Recorded data:
---

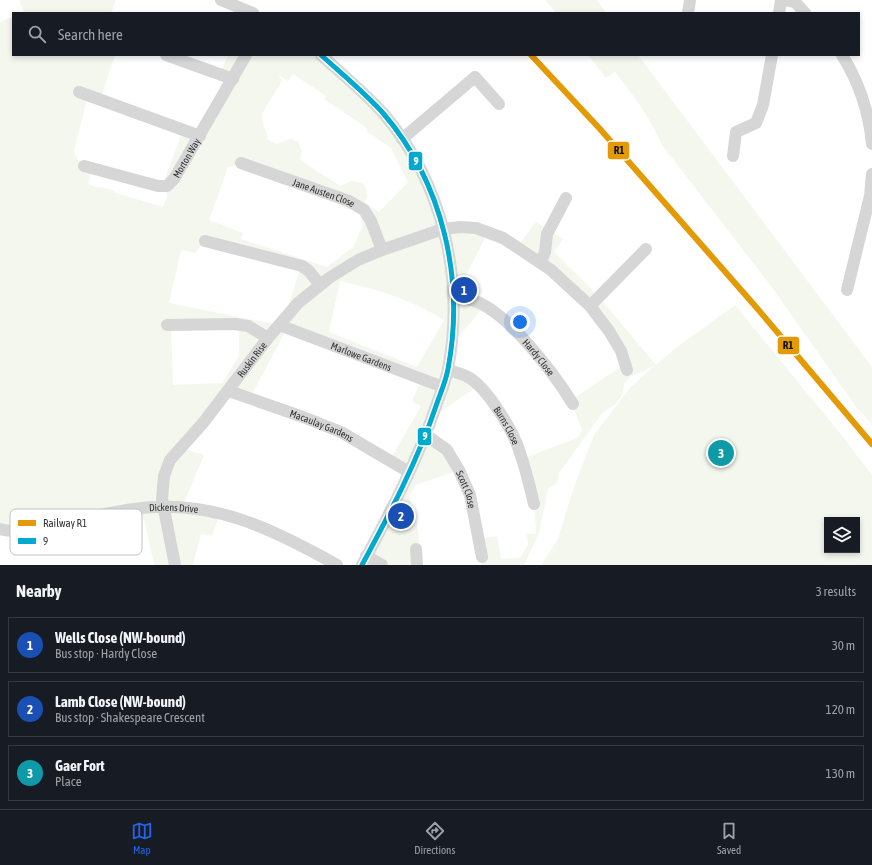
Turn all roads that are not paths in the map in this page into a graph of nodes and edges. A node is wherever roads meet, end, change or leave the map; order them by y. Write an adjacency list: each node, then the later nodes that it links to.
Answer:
1 (221, 0): 5 (street)
2 (690, 0): 6 (street)
3 (781, 0): 7 (street)
4 (785, 0): 8 (street)
5 (251, 12)
6 (688, 12)
7 (779, 12)
8 (804, 12)
9 (169, 56): 14 (street)
10 (245, 56): 14 (street, Morton Way)
11 (322, 56): 18 (street)
12 (772, 56): 20 (street)
13 (843, 56): 19 (street)
14 (233, 79): 17 (street, Morton Way)
15 (79, 92): 17 (street)
16 (499, 104): 18 (street)
17 (200, 136): 22 (street, Morton Way)
18 (402, 138): 25 (street)
19 (872, 144)
20 (733, 156)
21 (241, 163): 28 (street, Jane Austen Close)
22 (84, 166)
23 (872, 174): 31 (street)
24 (566, 198): 29 (street)
25 (443, 229): 28 (street, Ruskin Rise); 29 (street, Ruskin Rise); 32 (street)
26 (205, 241): 30 (street)
27 (646, 249): 33 (street)
28 (382, 250): 30 (street, Ruskin Rise)
29 (541, 262): 33 (street, Ruskin Rise)
30 (320, 285): 35 (street, Ruskin Rise)
31 (847, 290)
32 (454, 299): 37 (street); 41 (street, Hardy Close)
33 (590, 306): 38 (street, Ruskin Rise)
34 (166, 325): 36 (street)
35 (279, 325): 36 (street, Ruskin Rise); 39 (street, Marlowe Gardens)
36 (268, 338): 40 (street, Ruskin Rise)
37 (448, 370): 39 (street); 44 (street, Burns Close)
38 (628, 370)
39 (443, 387): 42 (street)
40 (228, 391): 43 (street, Macaulay Gardens); 45 (street, Ruskin Rise)
41 (574, 404)
42 (426, 435): 43 (street); 50 (street, Scott Close)
43 (409, 472): 51 (street)
44 (534, 504)
45 (163, 507): 46 (street, Dickens Drive); 52 (street, Ruskin Rise); 53 (street, Dickens Drive)
46 (129, 509)
47 (0, 529): 48 (street, Dickens Drive)
48 (10, 529)
49 (416, 549): 55 (street)
50 (482, 557)
51 (364, 561): 54 (street)
52 (175, 565)
53 (337, 565)
54 (382, 565)
55 (417, 565)

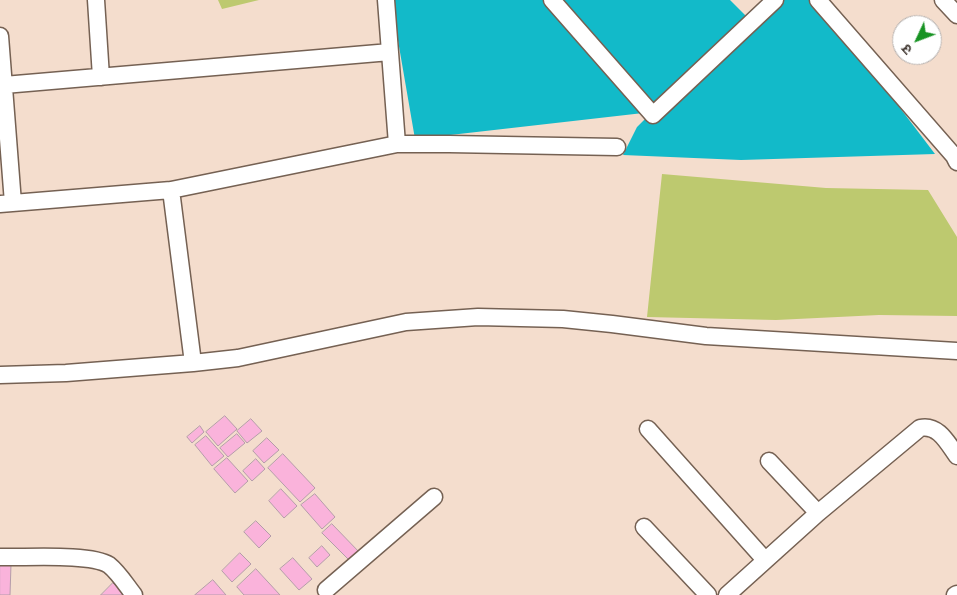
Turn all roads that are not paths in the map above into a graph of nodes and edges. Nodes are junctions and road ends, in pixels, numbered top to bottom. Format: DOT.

---

Task goal> All entries should be restated word for word; no images belong in the copy.

Worked solution>
Turn all roads that are not paths in the map in this page into a graph of nodes and edges. A node is wherever roads meet, end, change or leave the map; order them by y. Write an adjacency list: each node, then the later nodes that it links to.
Answer:
1 (221, 0): 5 (street)
2 (690, 0): 6 (street)
3 (781, 0): 7 (street)
4 (785, 0): 8 (street)
5 (251, 12)
6 (688, 12)
7 (779, 12)
8 (804, 12)
9 (169, 56): 14 (street)
10 (245, 56): 14 (street, Morton Way)
11 (322, 56): 18 (street)
12 (772, 56): 20 (street)
13 (843, 56): 19 (street)
14 (233, 79): 17 (street, Morton Way)
15 (79, 92): 17 (street)
16 (499, 104): 18 (street)
17 (200, 136): 22 (street, Morton Way)
18 (402, 138): 25 (street)
19 (872, 144)
20 (733, 156)
21 (241, 163): 28 (street, Jane Austen Close)
22 (84, 166)
23 (872, 174): 31 (street)
24 (566, 198): 29 (street)
25 (443, 229): 28 (street, Ruskin Rise); 29 (street, Ruskin Rise); 32 (street)
26 (205, 241): 30 (street)
27 (646, 249): 33 (street)
28 (382, 250): 30 (street, Ruskin Rise)
29 (541, 262): 33 (street, Ruskin Rise)
30 (320, 285): 35 (street, Ruskin Rise)
31 (847, 290)
32 (454, 299): 37 (street); 41 (street, Hardy Close)
33 (590, 306): 38 (street, Ruskin Rise)
34 (166, 325): 36 (street)
35 (279, 325): 36 (street, Ruskin Rise); 39 (street, Marlowe Gardens)
36 (268, 338): 40 (street, Ruskin Rise)
37 (448, 370): 39 (street); 44 (street, Burns Close)
38 (628, 370)
39 (443, 387): 42 (street)
40 (228, 391): 43 (street, Macaulay Gardens); 45 (street, Ruskin Rise)
41 (574, 404)
42 (426, 435): 43 (street); 50 (street, Scott Close)
43 (409, 472): 51 (street)
44 (534, 504)
45 (163, 507): 46 (street, Dickens Drive); 52 (street, Ruskin Rise); 53 (street, Dickens Drive)
46 (129, 509)
47 (0, 529): 48 (street, Dickens Drive)
48 (10, 529)
49 (416, 549): 55 (street)
50 (482, 557)
51 (364, 561): 54 (street)
52 (175, 565)
53 (337, 565)
54 (382, 565)
55 (417, 565)

Turn all roads that are not paths in the map above into a graph of nodes and edges. Nodes are junctions and road ends, in pixels, numbered top to bottom. Format: DOT.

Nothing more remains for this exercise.